(REQUIRED WORK)
The records below should be copied in full, exactly as shown.

Start of AVAILABLE DATA

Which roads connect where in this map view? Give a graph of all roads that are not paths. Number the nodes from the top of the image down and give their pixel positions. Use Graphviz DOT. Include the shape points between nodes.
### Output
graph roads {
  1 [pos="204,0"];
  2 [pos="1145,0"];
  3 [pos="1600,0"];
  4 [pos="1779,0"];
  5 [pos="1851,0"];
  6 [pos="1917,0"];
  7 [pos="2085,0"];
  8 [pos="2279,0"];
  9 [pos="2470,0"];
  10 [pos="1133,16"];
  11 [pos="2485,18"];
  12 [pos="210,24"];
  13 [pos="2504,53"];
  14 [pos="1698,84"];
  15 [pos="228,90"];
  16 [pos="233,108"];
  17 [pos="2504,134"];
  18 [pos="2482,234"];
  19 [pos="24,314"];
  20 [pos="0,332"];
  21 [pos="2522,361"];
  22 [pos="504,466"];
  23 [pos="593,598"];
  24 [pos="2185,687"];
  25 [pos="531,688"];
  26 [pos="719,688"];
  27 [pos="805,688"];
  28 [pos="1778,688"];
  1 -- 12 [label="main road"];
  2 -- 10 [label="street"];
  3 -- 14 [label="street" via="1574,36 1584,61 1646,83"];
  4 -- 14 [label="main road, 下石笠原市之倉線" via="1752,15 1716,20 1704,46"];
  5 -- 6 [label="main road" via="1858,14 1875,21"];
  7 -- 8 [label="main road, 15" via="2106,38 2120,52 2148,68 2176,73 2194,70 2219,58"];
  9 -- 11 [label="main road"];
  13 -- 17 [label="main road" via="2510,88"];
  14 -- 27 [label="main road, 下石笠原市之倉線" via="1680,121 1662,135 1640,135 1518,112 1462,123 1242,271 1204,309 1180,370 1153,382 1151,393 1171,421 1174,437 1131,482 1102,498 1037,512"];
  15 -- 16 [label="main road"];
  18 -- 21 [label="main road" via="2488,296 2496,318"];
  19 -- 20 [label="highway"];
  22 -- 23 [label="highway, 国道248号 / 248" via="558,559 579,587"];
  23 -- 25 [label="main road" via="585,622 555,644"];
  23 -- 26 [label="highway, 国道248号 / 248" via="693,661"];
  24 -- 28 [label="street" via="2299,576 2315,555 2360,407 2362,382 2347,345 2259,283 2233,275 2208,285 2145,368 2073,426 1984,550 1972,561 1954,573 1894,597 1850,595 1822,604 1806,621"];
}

End of AVAILABLE DATA

(ANSWER FOR THE TASK)
Which roads connect where in this map view? Give a graph of all roads that are not paths. Number the nodes from the top of the image down and give their pixel positions. Use Graphviz DOT. Include the shape points between nodes.
### Output
graph roads {
  1 [pos="204,0"];
  2 [pos="1145,0"];
  3 [pos="1600,0"];
  4 [pos="1779,0"];
  5 [pos="1851,0"];
  6 [pos="1917,0"];
  7 [pos="2085,0"];
  8 [pos="2279,0"];
  9 [pos="2470,0"];
  10 [pos="1133,16"];
  11 [pos="2485,18"];
  12 [pos="210,24"];
  13 [pos="2504,53"];
  14 [pos="1698,84"];
  15 [pos="228,90"];
  16 [pos="233,108"];
  17 [pos="2504,134"];
  18 [pos="2482,234"];
  19 [pos="24,314"];
  20 [pos="0,332"];
  21 [pos="2522,361"];
  22 [pos="504,466"];
  23 [pos="593,598"];
  24 [pos="2185,687"];
  25 [pos="531,688"];
  26 [pos="719,688"];
  27 [pos="805,688"];
  28 [pos="1778,688"];
  1 -- 12 [label="main road"];
  2 -- 10 [label="street"];
  3 -- 14 [label="street" via="1574,36 1584,61 1646,83"];
  4 -- 14 [label="main road, 下石笠原市之倉線" via="1752,15 1716,20 1704,46"];
  5 -- 6 [label="main road" via="1858,14 1875,21"];
  7 -- 8 [label="main road, 15" via="2106,38 2120,52 2148,68 2176,73 2194,70 2219,58"];
  9 -- 11 [label="main road"];
  13 -- 17 [label="main road" via="2510,88"];
  14 -- 27 [label="main road, 下石笠原市之倉線" via="1680,121 1662,135 1640,135 1518,112 1462,123 1242,271 1204,309 1180,370 1153,382 1151,393 1171,421 1174,437 1131,482 1102,498 1037,512"];
  15 -- 16 [label="main road"];
  18 -- 21 [label="main road" via="2488,296 2496,318"];
  19 -- 20 [label="highway"];
  22 -- 23 [label="highway, 国道248号 / 248" via="558,559 579,587"];
  23 -- 25 [label="main road" via="585,622 555,644"];
  23 -- 26 [label="highway, 国道248号 / 248" via="693,661"];
  24 -- 28 [label="street" via="2299,576 2315,555 2360,407 2362,382 2347,345 2259,283 2233,275 2208,285 2145,368 2073,426 1984,550 1972,561 1954,573 1894,597 1850,595 1822,604 1806,621"];
}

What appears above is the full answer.